Earlier, I discussed how guidelines can change over time which is to be expected. Guidance can also be implemented at short notice such as in these times of COVID. It is important to be aware of changes from NICE and as a practitioner, implement their latest guidelines. However, an expert needs to remain cogniscent of NICE guidelines that were applicable at the time of the alleged negligence.
Different Rules For Different Countries
If an expert accepts instructions on a basis other than just in their own country of work they have not only to be aware of any differences in the legal structures and legal treaties used in cases but also that there may be differing guidelines and that these may be updated on a different timescale.
Such a situation arises in the guidelines for head injuries (assessment and early management) where NICE has updated their original 2003 guidelines in 2007 and 2014 and then again in September 2019.
In Scotland the Scottish Intercollegiate Guideline Network (SIGN) develops its own guidelines and their guidelines for head injuries were last revised in 2009.
Differences in the Requirement For A Formal Report
In the NICE guidelines CT scanning is not only to be done immediately in serious conditions but having done a CT scan, a provisional written report should be available within an hour of the scan.
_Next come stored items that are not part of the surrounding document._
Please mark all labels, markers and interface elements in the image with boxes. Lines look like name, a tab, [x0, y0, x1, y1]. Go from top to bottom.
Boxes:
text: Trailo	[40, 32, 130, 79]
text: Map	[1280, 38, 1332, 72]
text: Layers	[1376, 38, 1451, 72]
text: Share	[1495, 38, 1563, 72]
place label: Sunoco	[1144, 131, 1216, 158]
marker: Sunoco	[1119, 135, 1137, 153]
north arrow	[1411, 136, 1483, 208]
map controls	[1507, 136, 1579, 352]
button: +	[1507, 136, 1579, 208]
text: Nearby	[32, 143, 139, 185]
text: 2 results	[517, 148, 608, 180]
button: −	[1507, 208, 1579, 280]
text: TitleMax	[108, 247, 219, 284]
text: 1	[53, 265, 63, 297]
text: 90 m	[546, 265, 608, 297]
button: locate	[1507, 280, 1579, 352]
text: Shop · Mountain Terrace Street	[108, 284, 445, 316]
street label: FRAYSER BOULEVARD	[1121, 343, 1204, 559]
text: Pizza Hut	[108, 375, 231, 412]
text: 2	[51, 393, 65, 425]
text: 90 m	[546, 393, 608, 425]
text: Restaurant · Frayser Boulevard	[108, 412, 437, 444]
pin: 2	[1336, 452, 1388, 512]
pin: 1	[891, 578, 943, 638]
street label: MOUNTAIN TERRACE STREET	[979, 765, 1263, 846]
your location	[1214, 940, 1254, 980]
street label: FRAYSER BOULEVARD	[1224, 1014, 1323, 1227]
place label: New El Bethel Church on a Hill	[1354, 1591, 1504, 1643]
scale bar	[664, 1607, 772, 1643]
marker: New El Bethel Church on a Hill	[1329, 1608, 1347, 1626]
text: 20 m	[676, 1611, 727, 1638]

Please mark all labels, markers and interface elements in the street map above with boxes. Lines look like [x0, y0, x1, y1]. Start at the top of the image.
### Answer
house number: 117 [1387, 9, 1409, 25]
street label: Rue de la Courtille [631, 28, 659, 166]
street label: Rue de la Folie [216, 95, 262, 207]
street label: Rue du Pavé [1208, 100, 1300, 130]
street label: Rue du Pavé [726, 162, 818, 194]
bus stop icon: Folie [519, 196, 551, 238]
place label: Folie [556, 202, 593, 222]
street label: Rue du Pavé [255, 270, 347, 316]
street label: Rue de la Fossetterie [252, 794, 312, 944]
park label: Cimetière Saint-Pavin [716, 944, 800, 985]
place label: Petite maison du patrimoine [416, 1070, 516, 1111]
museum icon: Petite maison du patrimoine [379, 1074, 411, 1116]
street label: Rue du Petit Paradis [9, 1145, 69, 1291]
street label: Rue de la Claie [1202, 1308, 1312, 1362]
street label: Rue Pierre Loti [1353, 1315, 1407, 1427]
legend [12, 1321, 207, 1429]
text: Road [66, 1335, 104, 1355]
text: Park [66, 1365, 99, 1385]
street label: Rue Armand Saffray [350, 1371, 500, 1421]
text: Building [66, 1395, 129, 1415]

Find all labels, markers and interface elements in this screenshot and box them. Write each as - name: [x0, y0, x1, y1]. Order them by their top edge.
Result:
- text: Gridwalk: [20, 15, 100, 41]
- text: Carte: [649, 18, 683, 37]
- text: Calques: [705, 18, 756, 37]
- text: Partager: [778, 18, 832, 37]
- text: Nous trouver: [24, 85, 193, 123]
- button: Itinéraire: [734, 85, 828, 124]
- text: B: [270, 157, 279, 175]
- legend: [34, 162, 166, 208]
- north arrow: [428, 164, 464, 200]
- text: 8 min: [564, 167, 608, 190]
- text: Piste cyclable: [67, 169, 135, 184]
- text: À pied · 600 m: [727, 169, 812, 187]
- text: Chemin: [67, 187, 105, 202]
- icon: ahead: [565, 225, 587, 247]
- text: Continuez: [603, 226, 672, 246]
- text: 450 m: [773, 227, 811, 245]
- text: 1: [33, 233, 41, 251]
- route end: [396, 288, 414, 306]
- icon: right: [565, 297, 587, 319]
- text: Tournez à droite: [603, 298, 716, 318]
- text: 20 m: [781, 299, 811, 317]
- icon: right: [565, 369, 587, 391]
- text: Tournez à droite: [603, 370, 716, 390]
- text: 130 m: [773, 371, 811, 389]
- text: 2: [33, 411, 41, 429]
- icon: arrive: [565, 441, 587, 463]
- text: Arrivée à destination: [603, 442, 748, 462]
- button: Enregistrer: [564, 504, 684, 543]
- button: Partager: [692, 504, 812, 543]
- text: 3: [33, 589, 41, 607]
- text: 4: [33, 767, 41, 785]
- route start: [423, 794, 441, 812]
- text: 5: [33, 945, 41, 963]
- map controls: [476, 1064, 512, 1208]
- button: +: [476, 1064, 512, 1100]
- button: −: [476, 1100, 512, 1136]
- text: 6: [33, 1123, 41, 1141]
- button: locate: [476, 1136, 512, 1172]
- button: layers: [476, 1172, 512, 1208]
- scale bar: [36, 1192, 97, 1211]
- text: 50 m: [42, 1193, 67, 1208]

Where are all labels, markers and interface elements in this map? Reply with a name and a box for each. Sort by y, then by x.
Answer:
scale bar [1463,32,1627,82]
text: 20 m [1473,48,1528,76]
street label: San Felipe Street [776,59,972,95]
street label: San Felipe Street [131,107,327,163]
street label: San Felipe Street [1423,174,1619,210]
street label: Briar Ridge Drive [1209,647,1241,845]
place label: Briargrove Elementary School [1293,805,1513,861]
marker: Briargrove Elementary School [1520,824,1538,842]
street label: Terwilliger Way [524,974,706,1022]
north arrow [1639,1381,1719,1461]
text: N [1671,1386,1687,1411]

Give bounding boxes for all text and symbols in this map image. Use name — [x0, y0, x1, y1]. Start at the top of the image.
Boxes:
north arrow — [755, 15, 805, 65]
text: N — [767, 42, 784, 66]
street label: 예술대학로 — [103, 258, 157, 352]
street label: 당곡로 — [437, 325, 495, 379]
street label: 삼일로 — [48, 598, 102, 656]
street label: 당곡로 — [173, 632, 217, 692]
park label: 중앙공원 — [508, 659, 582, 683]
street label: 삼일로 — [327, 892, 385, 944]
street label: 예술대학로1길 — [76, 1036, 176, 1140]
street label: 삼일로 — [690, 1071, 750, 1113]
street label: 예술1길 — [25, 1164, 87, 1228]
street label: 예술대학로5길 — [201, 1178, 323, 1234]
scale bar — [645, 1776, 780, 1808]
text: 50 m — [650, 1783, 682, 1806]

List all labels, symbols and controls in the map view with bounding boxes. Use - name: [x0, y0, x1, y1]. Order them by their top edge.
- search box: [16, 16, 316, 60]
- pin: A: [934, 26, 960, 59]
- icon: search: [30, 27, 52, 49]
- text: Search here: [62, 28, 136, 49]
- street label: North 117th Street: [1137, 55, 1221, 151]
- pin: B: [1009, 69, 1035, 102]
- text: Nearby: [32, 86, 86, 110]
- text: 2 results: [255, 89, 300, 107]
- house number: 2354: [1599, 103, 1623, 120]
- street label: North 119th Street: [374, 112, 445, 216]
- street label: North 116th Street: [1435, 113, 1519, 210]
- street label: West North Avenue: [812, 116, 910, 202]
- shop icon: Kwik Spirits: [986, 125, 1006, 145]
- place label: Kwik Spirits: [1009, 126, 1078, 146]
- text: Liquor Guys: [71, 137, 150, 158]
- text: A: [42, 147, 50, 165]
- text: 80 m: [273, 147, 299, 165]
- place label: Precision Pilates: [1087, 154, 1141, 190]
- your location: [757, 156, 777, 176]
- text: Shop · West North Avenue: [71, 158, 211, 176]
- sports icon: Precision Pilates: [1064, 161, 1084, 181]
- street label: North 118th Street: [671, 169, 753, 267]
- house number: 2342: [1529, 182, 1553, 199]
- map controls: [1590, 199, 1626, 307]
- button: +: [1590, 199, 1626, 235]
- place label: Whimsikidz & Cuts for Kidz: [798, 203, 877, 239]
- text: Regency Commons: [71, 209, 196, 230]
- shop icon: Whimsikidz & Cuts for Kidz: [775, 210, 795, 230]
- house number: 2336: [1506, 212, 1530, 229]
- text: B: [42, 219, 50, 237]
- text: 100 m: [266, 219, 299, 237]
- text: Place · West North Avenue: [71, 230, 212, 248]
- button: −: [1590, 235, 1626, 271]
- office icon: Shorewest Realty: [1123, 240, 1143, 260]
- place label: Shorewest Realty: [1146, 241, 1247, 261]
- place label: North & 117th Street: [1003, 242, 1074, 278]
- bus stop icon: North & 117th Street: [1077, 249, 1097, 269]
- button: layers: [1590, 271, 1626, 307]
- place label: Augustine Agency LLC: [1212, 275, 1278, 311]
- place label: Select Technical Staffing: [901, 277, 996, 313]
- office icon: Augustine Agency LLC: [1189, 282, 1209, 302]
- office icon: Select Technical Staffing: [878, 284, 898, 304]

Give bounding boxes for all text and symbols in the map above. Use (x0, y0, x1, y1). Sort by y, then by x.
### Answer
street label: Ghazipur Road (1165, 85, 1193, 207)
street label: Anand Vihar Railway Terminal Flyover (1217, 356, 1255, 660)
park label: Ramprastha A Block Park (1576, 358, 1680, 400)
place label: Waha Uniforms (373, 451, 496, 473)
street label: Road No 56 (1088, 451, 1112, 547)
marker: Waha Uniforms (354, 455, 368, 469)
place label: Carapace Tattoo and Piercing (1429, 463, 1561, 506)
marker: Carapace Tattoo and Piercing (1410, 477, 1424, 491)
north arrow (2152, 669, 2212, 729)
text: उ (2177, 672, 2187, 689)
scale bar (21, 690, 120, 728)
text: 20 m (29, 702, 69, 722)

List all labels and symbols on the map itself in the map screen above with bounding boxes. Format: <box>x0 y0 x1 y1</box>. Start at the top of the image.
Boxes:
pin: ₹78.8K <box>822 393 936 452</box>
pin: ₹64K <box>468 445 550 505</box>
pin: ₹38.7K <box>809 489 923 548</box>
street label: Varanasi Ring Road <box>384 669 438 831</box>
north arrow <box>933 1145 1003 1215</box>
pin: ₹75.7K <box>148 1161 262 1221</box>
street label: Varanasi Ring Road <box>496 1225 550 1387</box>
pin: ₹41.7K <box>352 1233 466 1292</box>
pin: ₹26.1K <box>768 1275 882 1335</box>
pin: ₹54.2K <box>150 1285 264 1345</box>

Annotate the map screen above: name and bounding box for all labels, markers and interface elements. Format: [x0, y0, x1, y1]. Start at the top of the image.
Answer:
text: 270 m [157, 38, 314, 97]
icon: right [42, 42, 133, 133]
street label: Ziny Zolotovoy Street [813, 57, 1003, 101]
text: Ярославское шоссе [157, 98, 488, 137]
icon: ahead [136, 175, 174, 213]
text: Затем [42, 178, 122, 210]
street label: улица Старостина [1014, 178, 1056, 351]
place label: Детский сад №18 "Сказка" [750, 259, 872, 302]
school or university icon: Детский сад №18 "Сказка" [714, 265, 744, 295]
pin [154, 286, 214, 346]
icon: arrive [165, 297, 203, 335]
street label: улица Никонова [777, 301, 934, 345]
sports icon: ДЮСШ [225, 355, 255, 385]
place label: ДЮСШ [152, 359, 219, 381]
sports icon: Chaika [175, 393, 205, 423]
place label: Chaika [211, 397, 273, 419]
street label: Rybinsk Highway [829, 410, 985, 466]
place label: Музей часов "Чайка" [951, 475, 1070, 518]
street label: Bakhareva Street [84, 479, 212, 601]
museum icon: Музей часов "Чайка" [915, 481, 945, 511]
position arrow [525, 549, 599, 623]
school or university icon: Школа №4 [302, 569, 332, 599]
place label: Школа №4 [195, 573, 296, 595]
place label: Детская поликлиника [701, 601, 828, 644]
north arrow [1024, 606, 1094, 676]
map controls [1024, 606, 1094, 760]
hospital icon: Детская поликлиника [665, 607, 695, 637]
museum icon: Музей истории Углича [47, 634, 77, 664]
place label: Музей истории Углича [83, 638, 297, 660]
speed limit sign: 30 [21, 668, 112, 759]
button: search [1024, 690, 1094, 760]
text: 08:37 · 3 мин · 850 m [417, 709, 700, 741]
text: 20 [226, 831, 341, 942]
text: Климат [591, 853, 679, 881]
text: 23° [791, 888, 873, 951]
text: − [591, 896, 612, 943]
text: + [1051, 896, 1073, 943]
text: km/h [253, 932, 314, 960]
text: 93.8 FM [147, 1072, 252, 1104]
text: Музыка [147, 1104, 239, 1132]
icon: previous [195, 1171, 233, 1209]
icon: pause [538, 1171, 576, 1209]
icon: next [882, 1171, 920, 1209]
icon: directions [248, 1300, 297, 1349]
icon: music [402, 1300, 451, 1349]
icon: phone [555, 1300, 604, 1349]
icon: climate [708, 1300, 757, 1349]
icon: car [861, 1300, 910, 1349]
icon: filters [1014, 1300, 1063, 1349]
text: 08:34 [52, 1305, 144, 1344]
This was introduced in an updated version of the guidelines in 2014.
The SIGN guidelines do not have that time specific reporting requirement.
Differences in Coagulopathy
While the guidelines are very similar in the indications for CT scanning, the algorithms in the respective \quick reference guidelines place different emphasis on some of the key indications for urgent CT scanning.
There is also a subtle difference between the use of the term coagulopathy in the SIGN quick reference guide. Here, an immediate CT scan is required compared to the NICE guidelines that only mention coagulopathy with reference to anti-coagulated treatment (and this has been expanded to include other anti-coagulants rather than just warfarin mentioned in the original guideline).
Being aware of the local guidelines and their implementation is important for an expert witness if they are to write a report that meets the standard of assessing clinical care against that of a responsible responsible clinician.